During the referendum campaign itself, campaign group Stronger in Europe launched a “Talk to Gran” campaign, encouraging youngsters to tell their elderly relatives how to vote. Today, the anti-Brexit youth campaign, Our Future, Our Choice, claims Brexit should be stopped because its impact will be greater for the younger generations – most of whom voted against it. Their crowdfunding page asks young people to film conversations with their parents where they lecture them on how awful Brexit is. Once again, the entitled implication is that what young people want matters more than the desires of the older generation.

We must stop blaming the older generation for things we are unhappy about today.

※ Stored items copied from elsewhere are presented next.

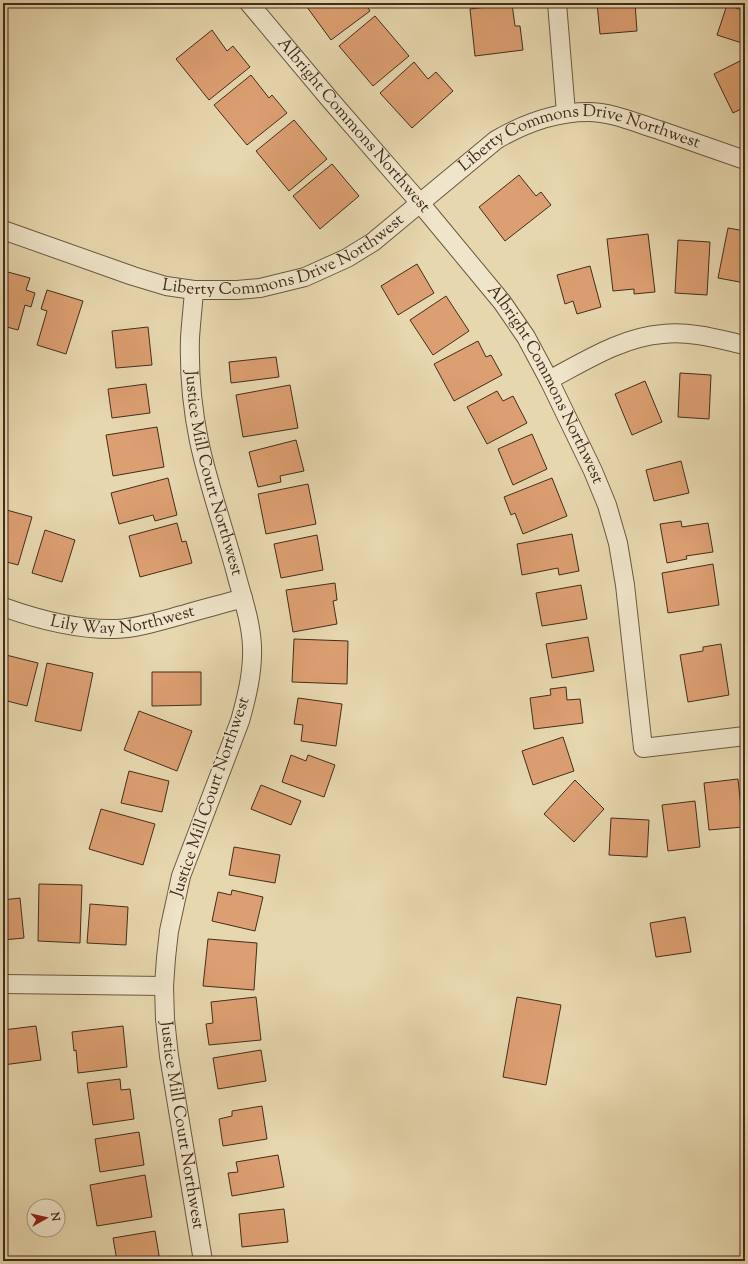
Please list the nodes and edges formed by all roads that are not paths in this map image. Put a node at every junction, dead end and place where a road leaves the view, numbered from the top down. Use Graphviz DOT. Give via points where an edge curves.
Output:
graph roads {
  1 [pos="249,3"];
  2 [pos="557,3"];
  3 [pos="566,113"];
  4 [pos="745,160"];
  5 [pos="420,203"];
  6 [pos="3,230"];
  7 [pos="194,290"];
  8 [pos="745,345"];
  9 [pos="549,380"];
  10 [pos="243,598"];
  11 [pos="3,607"];
  12 [pos="745,736"];
  13 [pos="3,984"];
  14 [pos="164,986"];
  15 [pos="203,1261"];
  1 -- 5 [label="street, Albright Commons Northwest"];
  2 -- 3 [label="street"];
  3 -- 4 [label="street, Liberty Commons Drive Northwest" via="589,112 616,116"];
  3 -- 5 [label="street, Liberty Commons Drive Northwest" via="530,122 496,140"];
  5 -- 7 [label="street, Liberty Commons Drive Northwest" via="373,242 347,258 305,277 260,288"];
  5 -- 9 [label="street, Albright Commons Northwest" via="502,302 526,337"];
  6 -- 7 [label="street, Liberty Commons Drive Northwest" via="133,276 166,286"];
  7 -- 10 [label="street, Justice Mill Court Northwest" via="190,345 197,428"];
  8 -- 9 [label="street" via="708,336 686,334 643,337 622,343"];
  9 -- 12 [label="street, Albright Commons Northwest" via="593,471 607,505 618,543 643,748"];
  10 -- 11 [label="street, Lily Way Northwest" via="140,626 117,629 42,620"];
  10 -- 14 [label="street, Justice Mill Court Northwest" via="252,646 247,696 240,721 181,876 169,931"];
  13 -- 14 [label="street"];
  14 -- 15 [label="street, Justice Mill Court Northwest" via="168,1056"];
}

Splitting society down generational lines is an ugly and unproductive way of addressing society’s problems. It smacks of childish whining and it certainly won’t resolve anything.

Issues like the housing crisis and a flagging NHS are serious problems that will only be resolved by radical policy change by the government, not by penalising pensioners. In any case, the suggestion that millennial adults deserve a package of perks to encourage “intergenerational fairness” is ridiculous. Even children know that life isn’t fair.